I will have most of my family visiting us for the holiday. Like most families, it can be a stressful time. I really want it to be different. My husband and I plan to keep things as simple as we can. Our children are pretty young yet, so they are naturally excited about everything. However, my nieces and nephews are teens so I don’t imagine they will be too thrilled with much. My sister can get kind of controlling and her husband seems to get cranky. Fun, huh? My parents will be staying with us too and while my mother is happy playing with all of her grandkids, I know my father gets really bored and restless by the inactivity. At home, he’s always puttering. It’s like he doesn’t know what to do with himself if he isn’t fixing something.
Are we just being foolish to think we can all be under the same roof for four days and get along? Surely there are things I can do to make it easier all the way around. Any tips?
Happy Holidays, I Hope
Your concerns about visiting family are sadly, all too common. Fortunately, you and your husband share similar goals, which is a big plus. If you can keep your expectations realistic, I think with a little planning, you and your family can have an enjoyable time together.
I was happy to hear that you will be keeping things simple! You are already ahead of the game. Now, let’s make a plan for those personalities who may have a rough time enjoying themselves.
For starters, call your sister now and enlist her help. By offering her some of the control up front, she may feel less inclined to try and wrestle it from you. Be positive! Tell her how happy you are to have your sister to share the holiday with you. Then, ask her what she would like to be in charge of, explaining how you can use all of the help she can give.
After acknowledging how stressful the holidays can be, ask what her children and husband might enjoy doing? Make sure she understands that you do not expect everyone to spend every waking minute together. Sometimes, once family members feel a bit more free to do what they need for themselves, everyone relaxes. If this means your brother-in-law takes his kids off to the movies one afternoon, that should be just fine. Maybe it means you send him off on errands or simply encourage him to go for a walk by himself. You sister should have some good ideas.

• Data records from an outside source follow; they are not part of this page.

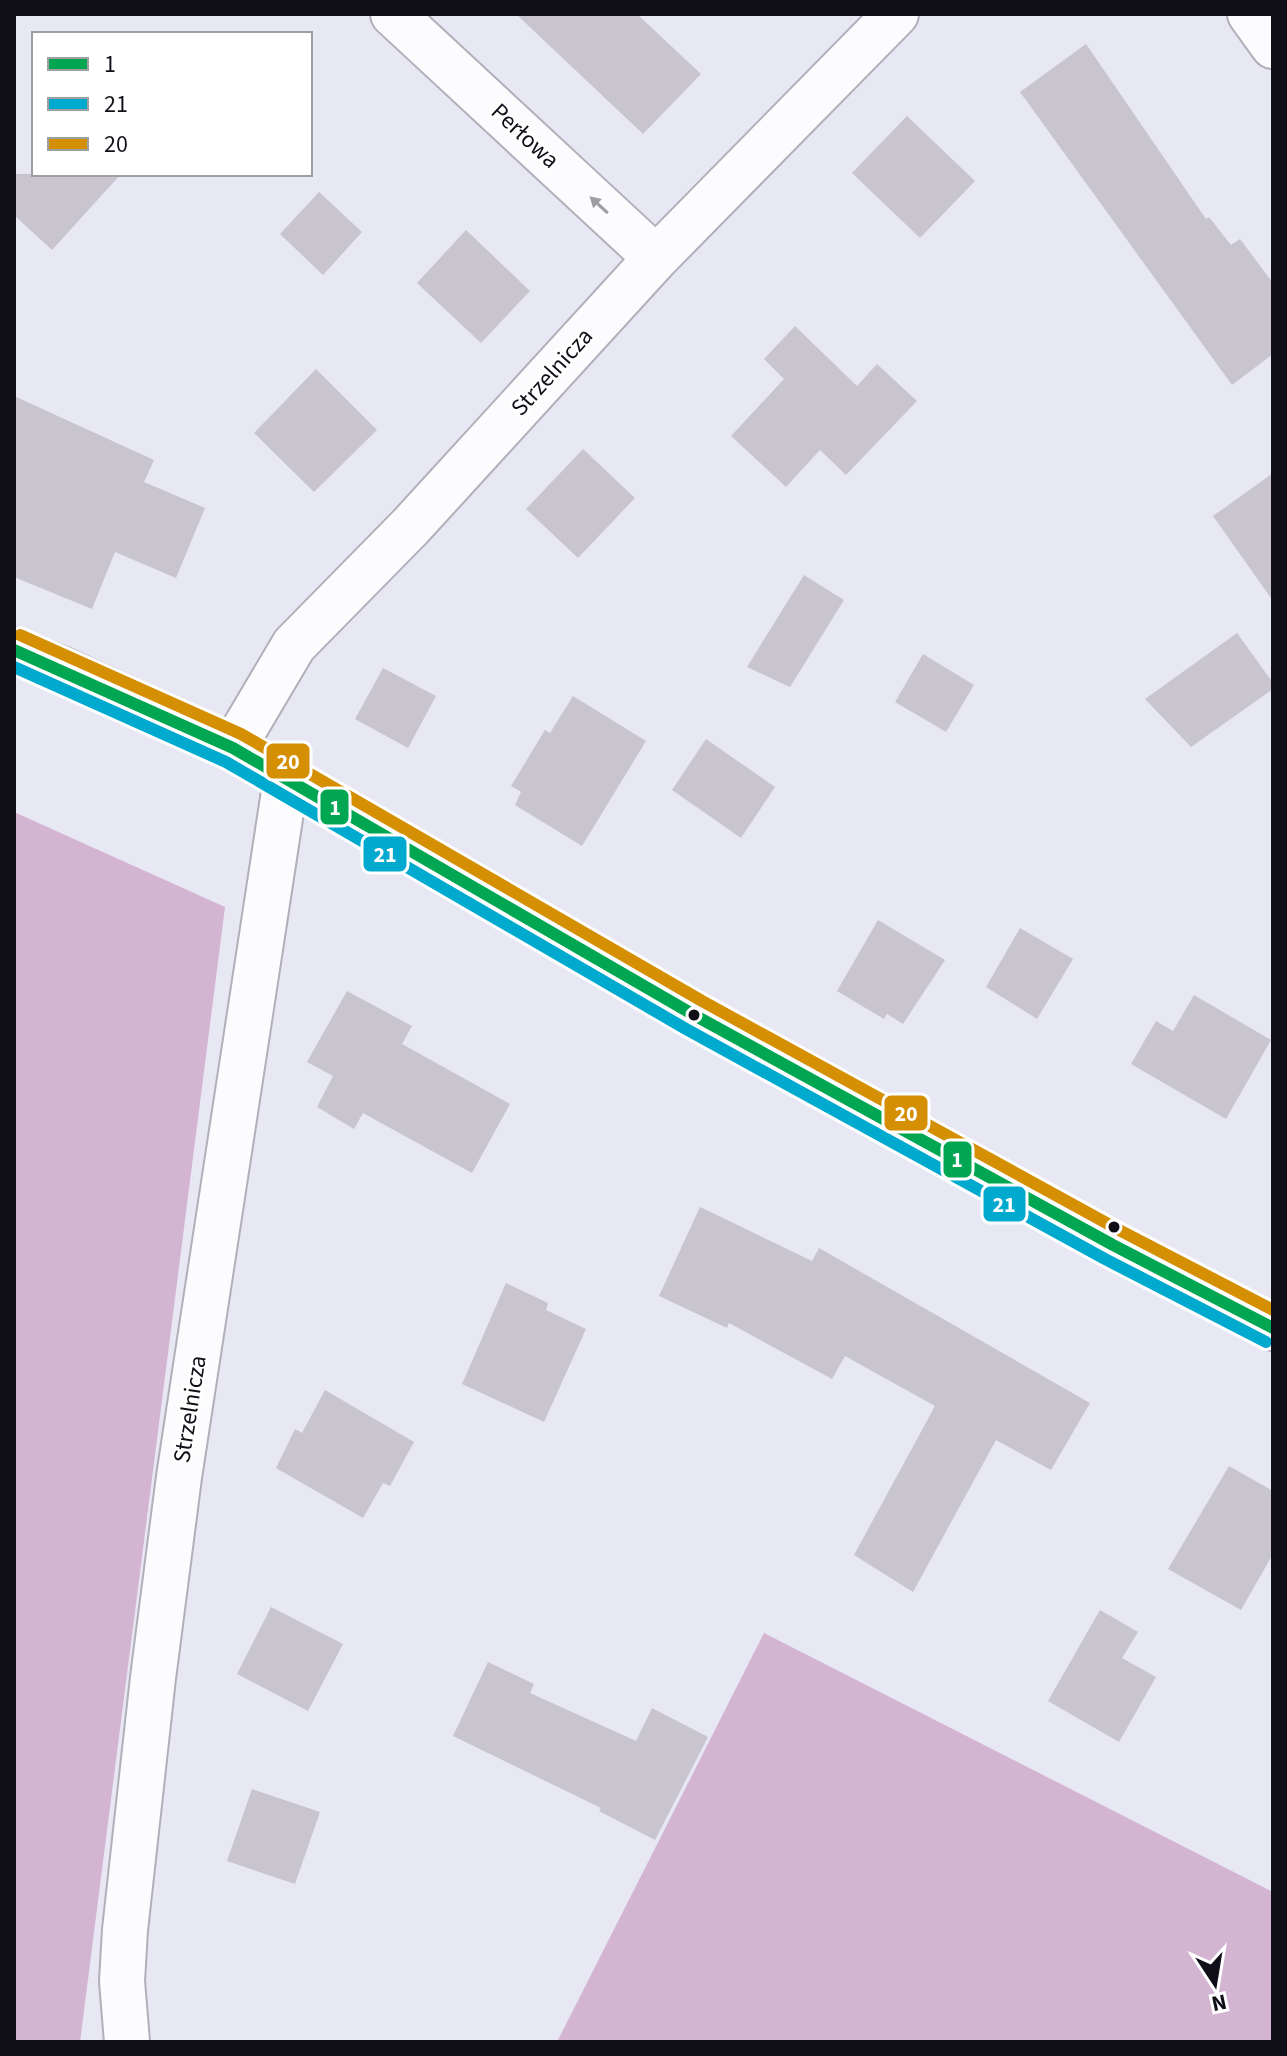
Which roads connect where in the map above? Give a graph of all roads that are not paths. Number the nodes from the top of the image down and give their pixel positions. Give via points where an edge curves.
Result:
1 (393, 14) edge
2 (896, 14) edge
3 (1250, 14) edge
4 (1273, 46) edge
5 (656, 258) junction
6 (14, 650) edge
7 (233, 748) junction
8 (286, 779) junction
9 (1273, 1328) edge
10 (127, 2042) edge

5 -> 1 street, Perłowa
2 - 5 street, Strzelnicza
3 - 4 street
5 - 7 street, Strzelnicza via 411,526 294,645
6 - 7 street
7 - 8 street
8 - 9 street via 694,1015
8 - 10 street, Strzelnicza via 151,1693 125,1930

Now, about your father … what do you think would be best for him? Why don’t you pick up the phone and ask him? It doesn’t have to be a big deal. Just say something like, “Dad, we are so pleased you and Mom are coming to Christmas. We both know Mom will be happy playing with the grandkids but I want to make sure you have a good time too. I know all of the visiting gets a bit tiresome. It’s fine with us if you want to watch a football game or take a drive some afternoon. And, I don’t want to put you to work but we sure could use some of your fix-it skills if you are inclined.” Most of all, make sure he understands that you just want him to enjoy himself and that you have no expectations of what that should look like.
Finally, have a game night planned or a special holiday movie you can all watch together. Get the teens to help you bake and decorate cookies with your kids. Maybe they can all make decorations for the table? Some children like to collaborate on a play for their elders … and many teens love directing younger cousins! Maybe one night, anyone who wants to can bundle up, grab the flashlights, and take a walk in the neighborhood. In other words, think about activities that get people busy and interacting, instead of just sitting around. You’ll all be happier!